Getting B.C. Open Data with R
Outline
- Use an area of interest (AOI) to define study area
- Explore the B.C. Data Catalogue
- Use the bcdata package to query and download data
B.C. Data Catalogue
The B.C. Government makes a huge amount of open data available, both spatial and non-spatial, and documents it in the B.C. Data Catalogue.
The bcdata package allows you to interact with the catalogue, and download data, directly from within R.
-
bcdc_browse()
- Open the catalogue in your default browser
-
bcdc_search()
- Search records in the catalogue
-
bcdc_get_record()
- Print a catalogue record
-
bcdc_get_data()
- Get catalogue data
-
bcdc_describe_feature()
- Describe the structure (columns and types) of a data set
-
bcdc_query_geodata()
- Get & query catalogue geospatial data available through a Web Service ]
We are going to use bcdata to get some data for our telemetry analysis:
- BEC
- VRI
- Forest Cutblocks
- Lakes and wetlands
- Streams
- Roads
Create an Area of Interest (AOI)
We’ll read in the caribou data created in the previous module, and create an area of interest (a bounding box) around it, so we can use that to spatially subset the covariate data we will be using.
scott <- read_sf("clean_data/scott_herd_subset.gpkg")

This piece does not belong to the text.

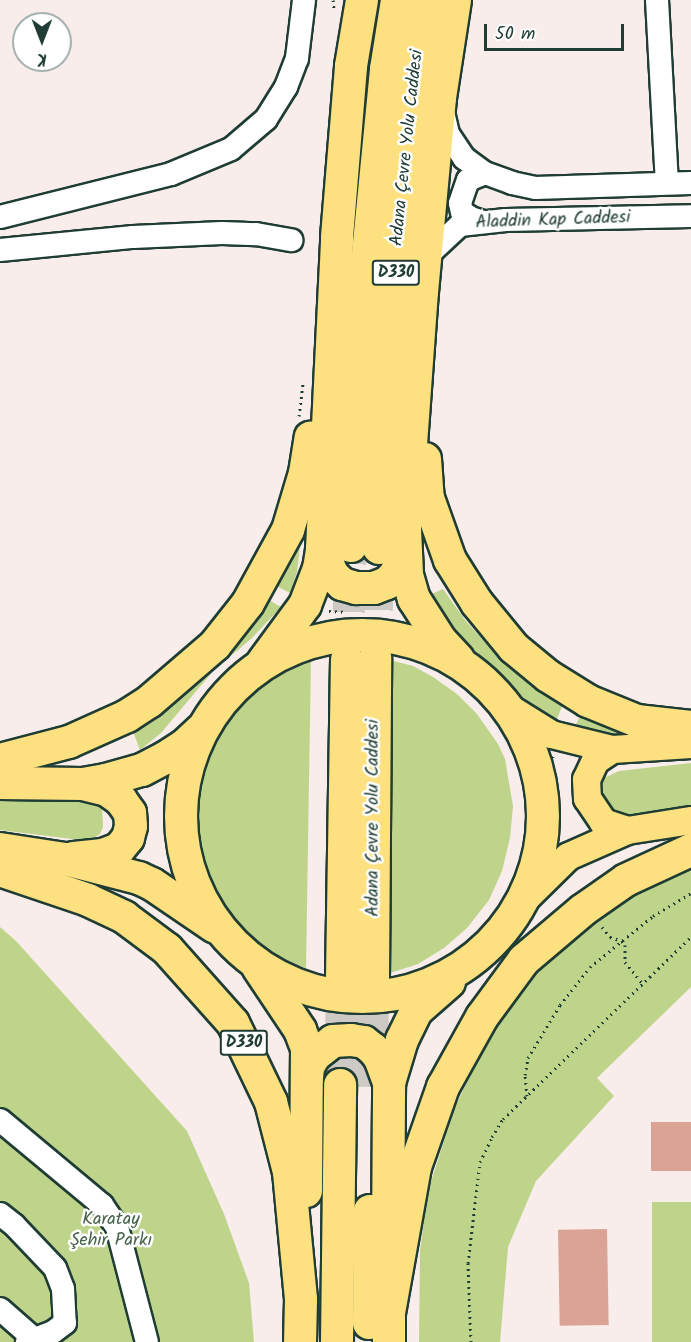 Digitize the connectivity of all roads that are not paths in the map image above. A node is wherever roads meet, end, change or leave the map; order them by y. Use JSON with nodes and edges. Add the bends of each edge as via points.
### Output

scott_bbox <- st_bbox(scott)
## Round to nearest 100m outside the box to align with raster grids
scott_bbox["xmin"] <- floor(scott_bbox["xmin"] / 100) * 100
scott_bbox["ymin"] <- floor(scott_bbox["ymin"] / 100) * 100
scott_bbox["xmax"] <- ceiling(scott_bbox["xmax"] / 100) * 100
scott_bbox["ymax"] <- ceiling(scott_bbox["ymax"] / 100) * 100
scott_aoi <- st_as_sfc(scott_bbox)
write_sf(scott_aoi, "clean_data/scott_aoi.gpkg")

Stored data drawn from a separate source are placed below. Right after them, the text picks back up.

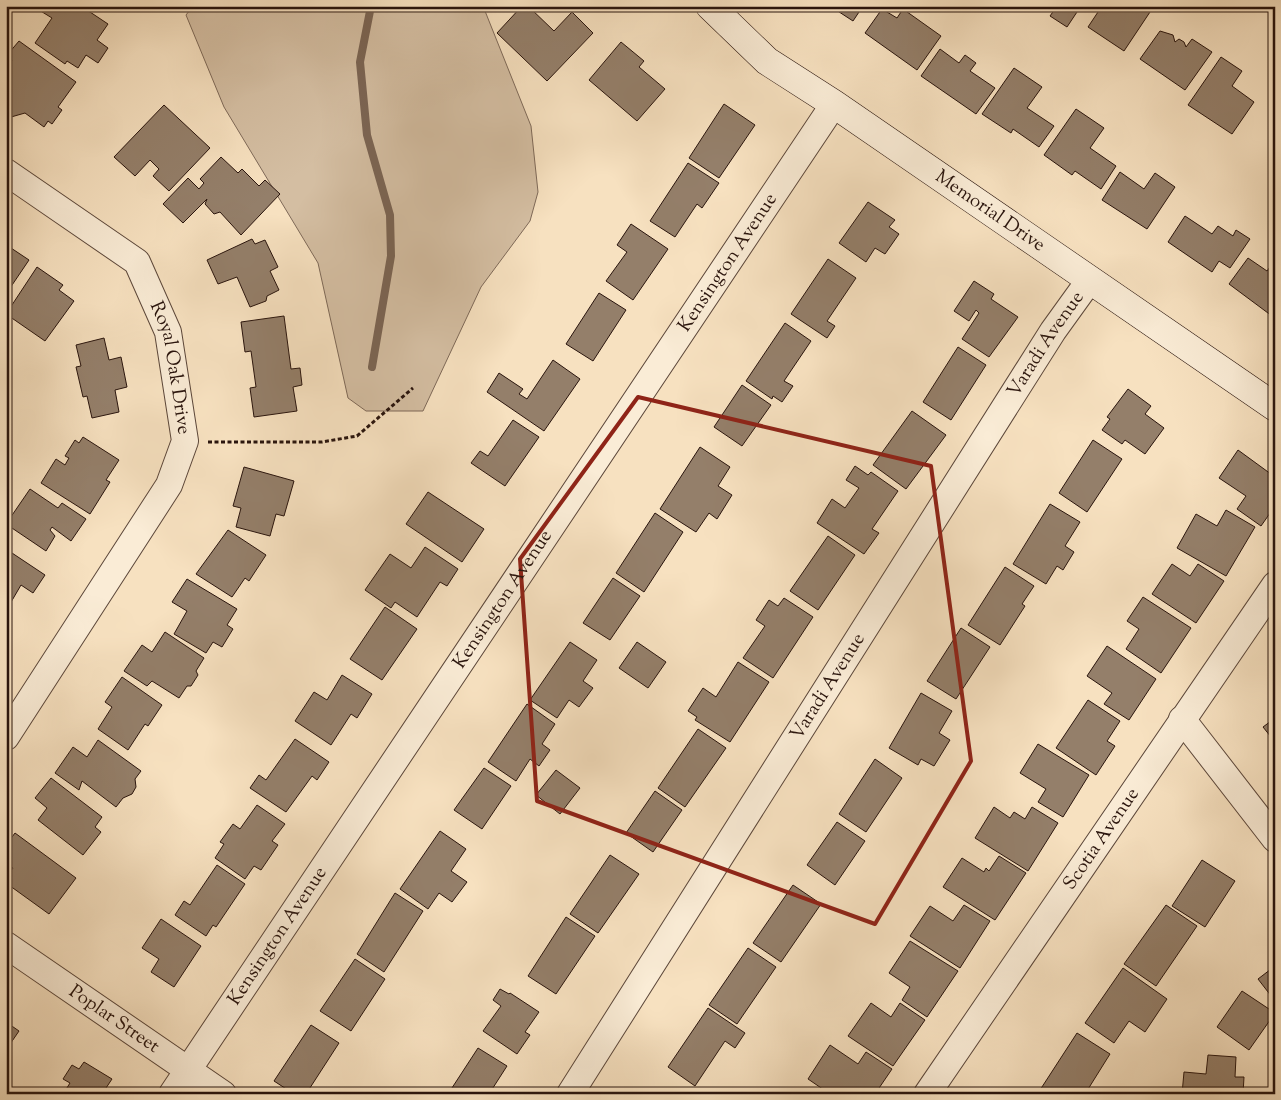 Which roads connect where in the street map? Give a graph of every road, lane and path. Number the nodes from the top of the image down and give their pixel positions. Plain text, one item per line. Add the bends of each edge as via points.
1 (710, 6) edge
2 (834, 104) junction
3 (6, 172) edge
4 (1089, 280) junction
5 (413, 388) dead end
6 (1275, 407) edge
7 (185, 442) junction
8 (1275, 585) edge
9 (1182, 719) junction
10 (6, 737) edge
11 (1275, 839) edge
12 (6, 944) edge
13 (188, 1070) junction
14 (172, 1094) edge
15 (223, 1094) edge
16 (570, 1094) edge
17 (927, 1094) edge

1 - 2 main road, Memorial Drive via 767,61
2 - 4 main road, Memorial Drive
2 - 13 street, Kensington Avenue
3 - 7 street, Royal Oak Drive via 137,262 168,332
4 - 6 main road, Memorial Drive
4 - 16 street, Varadi Avenue via 1048,339
5 - 7 path via 357,436 322,442
7 - 10 street, Royal Oak Drive via 169,485
8 - 9 street, Scotia Avenue
9 - 11 street
9 - 17 street, Scotia Avenue
12 - 13 street, Poplar Street
13 - 14 street, Kensington Avenue
13 - 15 street, Poplar Street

First, let’s open the B.C. Data Catalogue in our browser:
bcdc_browse()
If you search for “BEC”, one of the first hits should be the BEC Map record. If you click on the “Share” ( ) button you will get a url: https://catalogue.data.gov.bc.ca/dataset/f358a53b-ffde-4830-a325-a5a03ff672c3
. The last bit of the url (f358a53b-ffde-4830-a325-a5a03ff672c3
) is the unique identifier for the record, and we can use that ID to query the dataset with bcdata.
Let’s find out about the record:
bcdc_get_record("f358a53b-ffde-4830-a325-a5a03ff672c3")
B.C. Data Catalogue Record: BEC Map
Name: bec-map (ID: f358a53b-ffde-4830-a325-a5a03ff672c3)
Permalink:
https://catalogue.data.gov.bc.ca/dataset/f358a53b-ffde-4830-a325-a5a03ff672c3
Licence: Open Government Licence - British Columbia
Description: The current and most detailed version of the approved
corporate provincial digital Biogeoclimatic Ecosystem Classification
(BEC) Zone/Subzone/Variant/Phase map (version 12, September 2, 2021).
Use this version when performing GIS analysis regardless of scale.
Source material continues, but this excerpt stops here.